Immunotherapy is Approved for MSI-H mCRC Patients 

Immunotherapy is currently FDA approved for metastatic colorectal cancer (mCRC) patients with microsatellite instability (MSI-H) who have progressed on other standard chemotherapy treatment. Biomarker testing can tell you if current immunotherapies are an option for you.

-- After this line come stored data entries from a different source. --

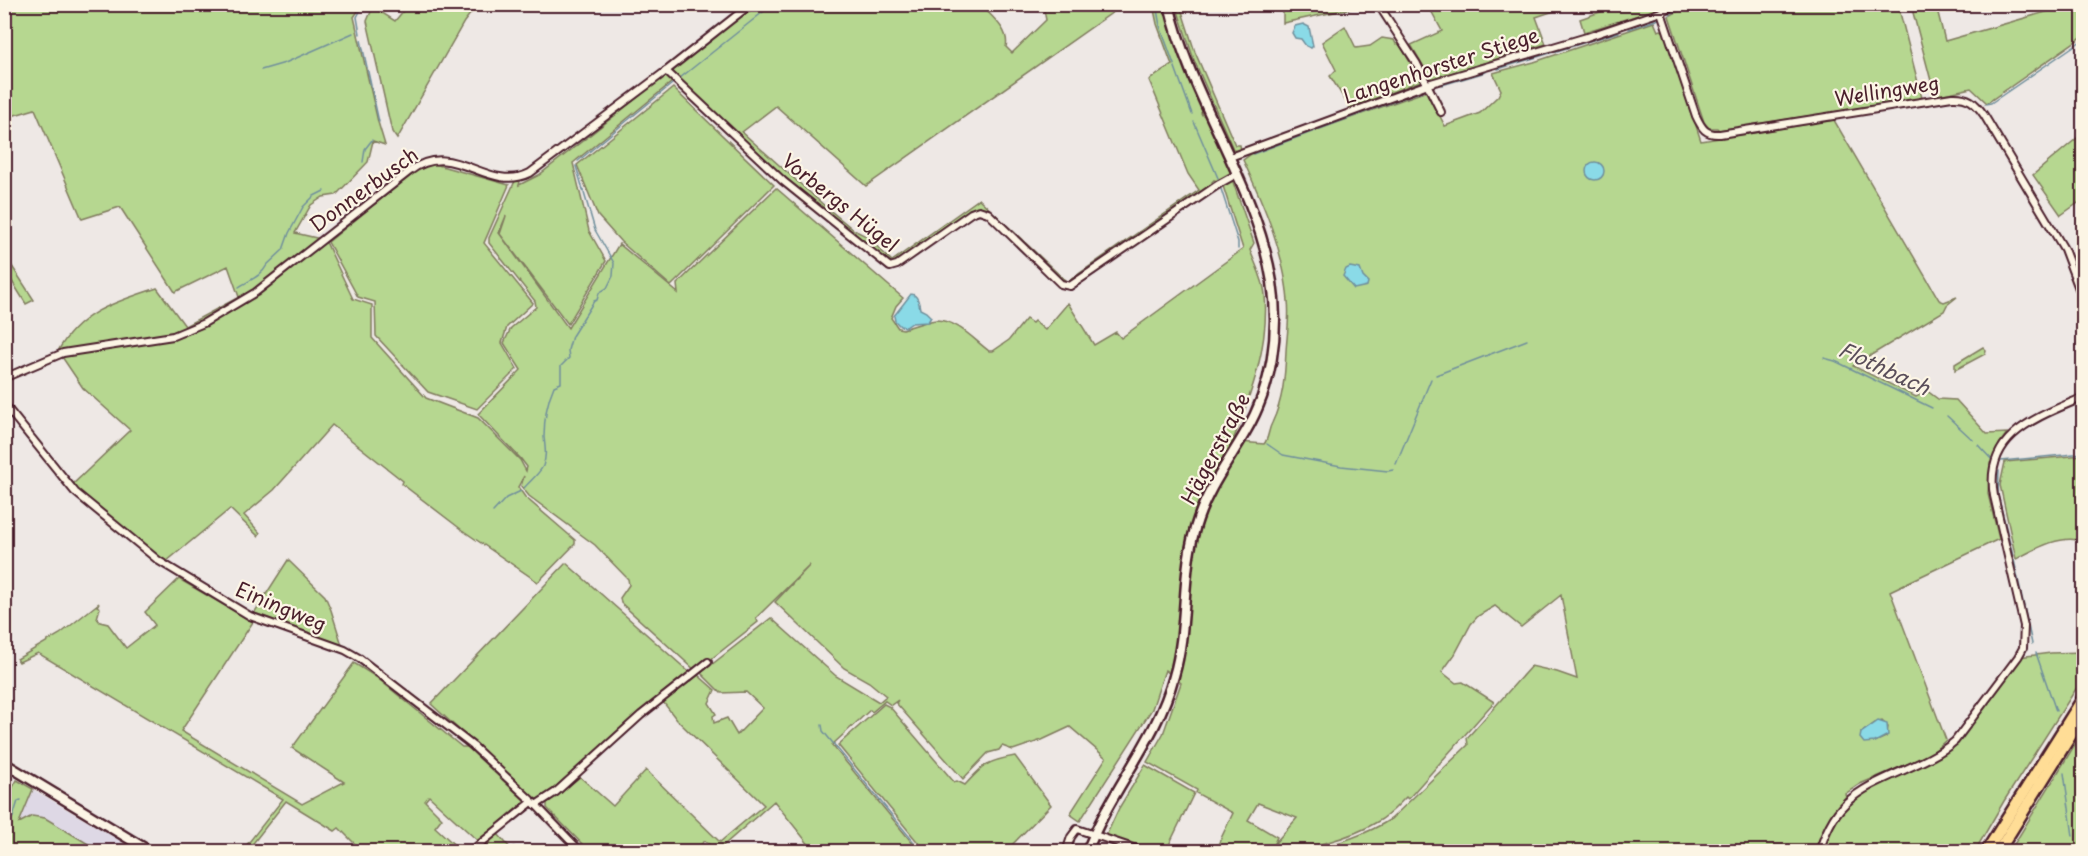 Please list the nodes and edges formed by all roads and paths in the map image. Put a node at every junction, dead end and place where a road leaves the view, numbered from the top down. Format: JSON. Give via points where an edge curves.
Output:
{"nodes":[{"id":1,"x":751,"y":4,"type":"edge"},
{"id":2,"x":1169,"y":4,"type":"edge"},
{"id":3,"x":1378,"y":4,"type":"edge"},
{"id":4,"x":1676,"y":4,"type":"edge"},
{"id":5,"x":1662,"y":9,"type":"edge"},
{"id":6,"x":666,"y":71,"type":"junction"},
{"id":7,"x":1428,"y":84,"type":"junction"},
{"id":8,"x":1440,"y":112,"type":"dead end"},
{"id":9,"x":1230,"y":157,"type":"junction"},
{"id":10,"x":1237,"y":174,"type":"junction"},
{"id":11,"x":2084,"y":302,"type":"edge"},
{"id":12,"x":4,"y":378,"type":"edge"},
{"id":13,"x":2084,"y":397,"type":"edge"},
{"id":14,"x":4,"y":404,"type":"edge"},
{"id":15,"x":708,"y":662,"type":"dead end"},
{"id":16,"x":2084,"y":697,"type":"edge"},
{"id":17,"x":2084,"y":714,"type":"edge"},
{"id":18,"x":4,"y":764,"type":"edge"},
{"id":19,"x":534,"y":804,"type":"junction"},
{"id":20,"x":1093,"y":835,"type":"junction"},
{"id":21,"x":151,"y":852,"type":"edge"},
{"id":22,"x":470,"y":852,"type":"edge"},
{"id":23,"x":581,"y":852,"type":"edge"},
{"id":24,"x":1066,"y":852,"type":"edge"},
{"id":25,"x":1087,"y":852,"type":"edge"},
{"id":26,"x":1145,"y":852,"type":"edge"},
{"id":27,"x":1819,"y":852,"type":"edge"},
{"id":28,"x":1986,"y":852,"type":"edge"},
{"id":29,"x":1998,"y":852,"type":"edge"}],
"edges":[{"from":1,"to":6,"type":"street","name":"Donnerbusch"},
{"from":2,"to":9,"type":"main road","name":"Hägerstraße","via":[[1188,61]]},
{"from":3,"to":7,"type":"street"},
{"from":4,"to":5,"type":"street","name":"Langenhorster Stiege"},
{"from":5,"to":7,"type":"street","name":"Langenhorster Stiege","via":[[1587,37]]},
{"from":5,"to":11,"type":"street","name":"Wellingweg","via":[[1696,116],[1709,134],[1952,97],[1973,101],[2060,241]]},
{"from":6,"to":10,"type":"street","name":"Vorbergs Hügel","via":[[783,181],[888,266],[897,265],[979,210],[988,213],[1061,284],[1070,286]]},
{"from":6,"to":12,"type":"street","name":"Donnerbusch","via":[[523,177],[505,178],[447,161],[427,161],[256,292],[204,323],[173,336],[63,353]]},
{"from":7,"to":8,"type":"street"},
{"from":7,"to":9,"type":"street","name":"Langenhorster Stiege"},
{"from":9,"to":10,"type":"main road","name":"Hägerstraße"},
{"from":10,"to":20,"type":"main road","name":"Hägerstraße","via":[[1262,238],[1272,282],[1275,324],[1269,372],[1255,414],[1211,487],[1197,521],[1188,554],[1180,651],[1167,697]]},
{"from":13,"to":27,"type":"street","via":[[2020,428],[2004,446],[1996,464],[1992,488],[2024,626],[2021,652],[1955,741],[1851,798],[1832,821]]},
{"from":14,"to":19,"type":"street","name":"Einingweg","via":[[75,492],[153,556],[250,616],[359,658],[460,736]]},
{"from":15,"to":19,"type":"street","via":[[641,715],[564,785]]},
{"from":16,"to":28,"type":"highway"},
{"from":17,"to":29,"type":"highway"},
{"from":18,"to":21,"type":"main road"},
{"from":19,"to":22,"type":"street"},
{"from":19,"to":23,"type":"street","name":"Einingweg"},
{"from":20,"to":24,"type":"street","via":[[1077,829]]},
{"from":20,"to":25,"type":"main road","name":"Hägerstraße"},
{"from":20,"to":26,"type":"street"}]}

How to Find a Clinical Trial

Only a small subset of mCRC patients have MSI tumors. A majority have microsatellite stable (MSS) tumors, and current immunotherapy treatments have not shown benefit in MSS patients. There are clinical trials being conducted to learn more about immunotherapy in MSS patients. To find a clinical trial, visit the Fight CRC Clinical Trial Finder ,which has a filtered curation generated from all potential MSS-CRC patient-enrolling trials, and is based on parameters that are most important from the viewpoint of stage IV, MSS-CRC patients. The trials listed are sourced from a publicly available repository of all trials listed on ClinicalTrials.gov, maintained by the Clinical Trials Transformation Initiative (CTTI). 

Fight CRC is Convening Research

Since 2015, Fight CRC has convened the Immunotherapy (IO) Work Group. The IO Work Group consists of multidisciplinary experts in the fields of CRC and IO from around the world, and it is committed to moving IO forward by synthesizing research, identifying gaps in translational and clinical research, and advising research. Fight CRC works with this group and engages them to discuss priorities for projects and funding.